Ключевые слова: энергетическая безопасность, самодостаточность, энергетическая зависимость, возобновляемые источники энергии, диверсификация энергии, хранение энергии.
MARKOSYAN HAIK ASHOTOVICH
Candidate of Economic Sciences, Senior Research Associate, Deputy Scientific Director of the Institute of Economics named after M. Kotanyan of the National
Academy of Sciences of the Republic of Armenia, e-mail: hayk@markosyan.am
THE ROLE OF RENEWABLE ENERGY IN ENSURING ENERGY SECURITY OF THE REPUBLIC OF ARMENIA
Abstract. Purpose: to identify the role of renewable energy in ensuring energy security in Armenia and provide several options for building energy storage facilities. Methodology: By reviewing
the literature and the Report on the long-term (up to 2036) development pathways for the Armenian energy sector, and analyzing statistical data options for building energy storage facilities are identified. Results: Definite imbalance is observed, in particular, nuclear power generating facilities, although comprise only 10% of the whole generating facilities, have provided 35.7%t of the generated energy. The energy export and import positive highlights the evidence of excess production, meanwhile the arrangement a long-term stable operation of the energy system is at risk owing to obsolete facilities and etc. Although a small role is given to the renewable energy within the scope of the energy sector development national strategy, the presented security threats force to discuss the importance of this source of energy from a new angle. Armenia possesses a wide range and volume of economically feasible resources equivalent to the installed capacity and annual volume of the produced energy of the power plants. The possibilities of development of hydro accumulation facilities have great potential, especially considering the existence of hydro power plants cascades. Conclusion: The imperative of Armenia's energy security is the construction of energy storage facilities rather than artificial legislative restriction of solar and wind energy development, which is recommended by the long-term energy development program. The increase of level of energy self-sufficiency will not only ensure affordable and sustainable energy availability in the future, but will also significantly strengthen Armenia's position in the region. Practical Implication: The findings of the article could be used by the Ministry of Energy Infrastructures and Natural Resources in drafting the energy security concept note, and other strategic papers.
Keywords: Energy security, self-sufficiency, energy dependence, renewable energy, energy diversification, energy storage.
Introduction. Having studied the logic of use of different types of energy over thousands of years, it could be stated that energy, like capital and labor, is as an important factor of progress of production and society (Jefferson, 2015) [5]. Although studies aimed at identifying the relationship between energy consumption and economic growth have yielded different results (Tiba and Omri, 2016) [13], it is obvious that the energy shortage is a limiting variable of economic growth, the supply shocks of which have a negative impact on the size of economic growth. Consequently, energy security and uninterrupted energy supply are essential components of the economic policy of every country.
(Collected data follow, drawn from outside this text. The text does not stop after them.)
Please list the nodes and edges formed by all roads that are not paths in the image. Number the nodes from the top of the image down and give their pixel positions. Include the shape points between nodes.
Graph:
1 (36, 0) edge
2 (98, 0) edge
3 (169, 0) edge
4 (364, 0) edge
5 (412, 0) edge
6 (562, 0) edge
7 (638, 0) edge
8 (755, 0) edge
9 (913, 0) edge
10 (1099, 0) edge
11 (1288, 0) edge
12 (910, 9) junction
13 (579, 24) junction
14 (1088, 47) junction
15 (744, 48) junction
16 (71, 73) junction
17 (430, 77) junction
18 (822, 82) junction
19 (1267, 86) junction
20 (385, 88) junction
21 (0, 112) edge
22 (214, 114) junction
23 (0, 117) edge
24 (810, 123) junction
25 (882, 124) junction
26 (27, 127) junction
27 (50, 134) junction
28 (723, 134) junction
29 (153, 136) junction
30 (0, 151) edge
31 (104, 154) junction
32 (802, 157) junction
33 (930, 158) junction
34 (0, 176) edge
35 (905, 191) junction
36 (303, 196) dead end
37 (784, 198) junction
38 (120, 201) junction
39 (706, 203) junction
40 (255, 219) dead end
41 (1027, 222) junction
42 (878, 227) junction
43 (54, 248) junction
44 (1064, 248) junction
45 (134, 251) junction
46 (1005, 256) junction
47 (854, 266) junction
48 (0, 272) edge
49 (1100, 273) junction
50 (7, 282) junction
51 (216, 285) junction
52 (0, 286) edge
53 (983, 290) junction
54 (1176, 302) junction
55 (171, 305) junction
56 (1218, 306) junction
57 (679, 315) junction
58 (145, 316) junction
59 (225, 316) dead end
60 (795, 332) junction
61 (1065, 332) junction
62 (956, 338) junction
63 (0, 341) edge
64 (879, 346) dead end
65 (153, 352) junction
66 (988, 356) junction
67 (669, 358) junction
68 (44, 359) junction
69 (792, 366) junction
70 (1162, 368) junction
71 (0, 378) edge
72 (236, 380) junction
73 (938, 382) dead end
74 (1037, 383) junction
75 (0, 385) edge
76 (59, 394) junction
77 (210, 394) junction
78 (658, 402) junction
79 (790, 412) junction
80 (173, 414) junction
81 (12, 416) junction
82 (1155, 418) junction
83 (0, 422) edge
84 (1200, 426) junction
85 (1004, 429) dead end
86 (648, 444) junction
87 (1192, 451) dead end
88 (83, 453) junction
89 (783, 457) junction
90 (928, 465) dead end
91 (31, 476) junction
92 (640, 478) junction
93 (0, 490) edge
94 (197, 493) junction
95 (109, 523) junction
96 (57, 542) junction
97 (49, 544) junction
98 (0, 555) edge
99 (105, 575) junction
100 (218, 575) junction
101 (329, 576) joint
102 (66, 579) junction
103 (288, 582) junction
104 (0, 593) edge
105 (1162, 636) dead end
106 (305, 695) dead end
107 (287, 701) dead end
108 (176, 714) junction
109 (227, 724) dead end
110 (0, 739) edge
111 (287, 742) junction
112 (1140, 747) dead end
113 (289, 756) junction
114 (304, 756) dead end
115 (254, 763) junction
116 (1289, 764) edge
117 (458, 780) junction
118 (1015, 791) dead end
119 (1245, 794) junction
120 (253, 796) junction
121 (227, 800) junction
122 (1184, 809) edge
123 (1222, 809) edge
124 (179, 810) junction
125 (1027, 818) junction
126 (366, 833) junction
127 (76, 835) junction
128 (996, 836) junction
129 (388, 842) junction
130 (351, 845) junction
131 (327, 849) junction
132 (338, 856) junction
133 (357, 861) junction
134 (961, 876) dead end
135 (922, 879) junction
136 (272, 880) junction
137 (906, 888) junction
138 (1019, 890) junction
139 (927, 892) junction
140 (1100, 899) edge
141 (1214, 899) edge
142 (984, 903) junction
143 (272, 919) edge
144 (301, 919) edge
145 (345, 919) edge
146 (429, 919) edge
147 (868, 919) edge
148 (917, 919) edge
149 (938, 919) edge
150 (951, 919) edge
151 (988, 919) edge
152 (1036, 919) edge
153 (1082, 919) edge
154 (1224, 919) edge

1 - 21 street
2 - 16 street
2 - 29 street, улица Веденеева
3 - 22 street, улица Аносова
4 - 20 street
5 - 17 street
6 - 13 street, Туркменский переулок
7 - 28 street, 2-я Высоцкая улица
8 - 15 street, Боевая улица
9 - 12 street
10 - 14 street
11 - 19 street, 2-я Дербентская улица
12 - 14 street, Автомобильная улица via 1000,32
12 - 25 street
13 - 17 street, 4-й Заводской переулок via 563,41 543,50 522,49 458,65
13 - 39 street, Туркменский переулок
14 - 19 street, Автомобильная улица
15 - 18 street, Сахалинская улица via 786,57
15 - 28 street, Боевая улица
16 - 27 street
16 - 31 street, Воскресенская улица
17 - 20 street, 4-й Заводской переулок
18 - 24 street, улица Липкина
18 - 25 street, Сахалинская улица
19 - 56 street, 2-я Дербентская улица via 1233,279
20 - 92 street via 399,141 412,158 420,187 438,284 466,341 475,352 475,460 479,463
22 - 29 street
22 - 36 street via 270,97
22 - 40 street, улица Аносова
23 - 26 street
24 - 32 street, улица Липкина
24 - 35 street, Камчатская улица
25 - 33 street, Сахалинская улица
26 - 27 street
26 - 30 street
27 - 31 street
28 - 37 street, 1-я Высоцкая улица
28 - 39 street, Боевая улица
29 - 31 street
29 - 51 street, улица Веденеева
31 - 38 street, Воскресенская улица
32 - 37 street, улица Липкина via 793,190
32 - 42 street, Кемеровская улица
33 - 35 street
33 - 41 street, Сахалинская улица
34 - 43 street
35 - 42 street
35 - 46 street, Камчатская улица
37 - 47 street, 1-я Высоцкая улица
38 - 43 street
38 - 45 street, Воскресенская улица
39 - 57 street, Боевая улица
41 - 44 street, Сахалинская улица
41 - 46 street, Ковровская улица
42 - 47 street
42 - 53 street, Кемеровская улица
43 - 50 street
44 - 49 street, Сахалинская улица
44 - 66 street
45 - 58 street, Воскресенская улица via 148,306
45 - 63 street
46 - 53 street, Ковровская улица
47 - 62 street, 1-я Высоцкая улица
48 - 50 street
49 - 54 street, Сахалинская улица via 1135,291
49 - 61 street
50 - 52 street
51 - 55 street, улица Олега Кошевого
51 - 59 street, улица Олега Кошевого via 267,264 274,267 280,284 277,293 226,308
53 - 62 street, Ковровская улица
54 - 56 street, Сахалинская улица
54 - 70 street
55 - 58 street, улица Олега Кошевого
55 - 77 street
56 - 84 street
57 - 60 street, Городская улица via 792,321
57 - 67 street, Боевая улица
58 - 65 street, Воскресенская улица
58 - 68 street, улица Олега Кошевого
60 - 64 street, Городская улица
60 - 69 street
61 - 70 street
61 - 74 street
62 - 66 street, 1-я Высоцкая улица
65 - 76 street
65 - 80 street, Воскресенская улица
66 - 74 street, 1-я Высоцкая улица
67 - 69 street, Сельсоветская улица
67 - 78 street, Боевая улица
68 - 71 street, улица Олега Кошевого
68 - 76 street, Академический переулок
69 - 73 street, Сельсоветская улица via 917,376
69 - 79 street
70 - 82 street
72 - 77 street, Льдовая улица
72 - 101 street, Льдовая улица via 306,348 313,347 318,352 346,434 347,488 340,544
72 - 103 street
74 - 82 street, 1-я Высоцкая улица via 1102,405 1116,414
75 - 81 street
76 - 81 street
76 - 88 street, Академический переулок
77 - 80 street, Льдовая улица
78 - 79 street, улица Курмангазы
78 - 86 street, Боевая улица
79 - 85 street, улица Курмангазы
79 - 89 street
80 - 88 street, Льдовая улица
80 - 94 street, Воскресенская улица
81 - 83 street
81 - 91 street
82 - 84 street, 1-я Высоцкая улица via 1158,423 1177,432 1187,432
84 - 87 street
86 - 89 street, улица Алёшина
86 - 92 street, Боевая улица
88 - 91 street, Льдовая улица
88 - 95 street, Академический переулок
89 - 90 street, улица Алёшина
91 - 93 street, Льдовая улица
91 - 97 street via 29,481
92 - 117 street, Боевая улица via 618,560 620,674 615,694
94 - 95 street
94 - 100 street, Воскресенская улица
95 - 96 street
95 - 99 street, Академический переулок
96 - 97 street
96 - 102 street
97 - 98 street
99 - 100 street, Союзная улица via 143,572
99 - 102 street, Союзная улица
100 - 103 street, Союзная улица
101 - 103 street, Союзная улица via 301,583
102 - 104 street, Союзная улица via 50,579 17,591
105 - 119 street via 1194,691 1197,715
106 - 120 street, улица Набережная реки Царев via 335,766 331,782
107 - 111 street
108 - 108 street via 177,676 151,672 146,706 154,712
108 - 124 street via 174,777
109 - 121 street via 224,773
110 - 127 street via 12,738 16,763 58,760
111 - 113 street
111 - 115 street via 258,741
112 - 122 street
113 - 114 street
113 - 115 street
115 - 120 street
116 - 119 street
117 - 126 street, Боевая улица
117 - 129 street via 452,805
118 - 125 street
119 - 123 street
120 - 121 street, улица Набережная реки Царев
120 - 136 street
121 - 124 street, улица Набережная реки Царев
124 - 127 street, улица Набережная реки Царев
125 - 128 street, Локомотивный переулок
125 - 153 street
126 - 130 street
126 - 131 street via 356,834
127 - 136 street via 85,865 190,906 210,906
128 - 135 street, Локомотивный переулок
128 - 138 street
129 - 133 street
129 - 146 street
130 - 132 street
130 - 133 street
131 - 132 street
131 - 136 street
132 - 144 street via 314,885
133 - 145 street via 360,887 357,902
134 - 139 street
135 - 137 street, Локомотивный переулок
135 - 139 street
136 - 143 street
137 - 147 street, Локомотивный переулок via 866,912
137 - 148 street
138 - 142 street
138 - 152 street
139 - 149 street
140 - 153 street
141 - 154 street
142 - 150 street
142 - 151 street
The literature addressing energy security is quite rich, and the scope of the issues under review is quite wide. Ang and other authors have shown that out of 83 definitions of the energy security, "energy availability" is encountered in 82 (99%), "infrastructure" in 60 (72%), "prices" in 59 (71%), "environment" in 28 (34%), "social impact" in 31 (37%), "management system" in 21 (25%) and "energy efficiency" in 18 definitions (22%) (Ang et al., 2015) [1]. It is obvious that in the public perceptions of the energy security phenomenon energy availability acts as the first association. This is due to the fact that in principle all spheres of social life are directly based on the intensive consumption of energy, in which case the interruption in the energy supply chain can result in unpredictable, even disastrous consequences.
In the countries with insufficient energy resources like the Republic of Armenia is, the energy availability depends on the stability of energy carriers imports chain. Moreover, if in such countries the unavailability of energy is often treated as a possible scenario or theoretical risk, in the early 1990s Armenia faced the tough challenges of that risk, when after the collapse of the Soviet Union it appeared in energy blockade. As a result, in 1992-1996 in the conditions of energy shortage, the population was supplied with electricity for 2 hours per day in average, which caused emigration, large-scale deforestation for heating purposes, and massive residential and industrial property was simply destroyed or demolished due to disruption of operation and maintenance regimes (Sargsyan et al., 2006) [11]. In addition, all the factors that led to the energy and economic blockade of Armenia, including the Nagorno-Karabakh war, still ongoing blockade of Armenia on the part of Azerbaijan and Turkey, existence of internal ethnic problems in Georgia, Russian-Georgian unstable and unpredictable economic and political relations, sanctions imposed against the Islamic Republic of Iran, have not lost their relevance and can be manifested in a new manner at any time.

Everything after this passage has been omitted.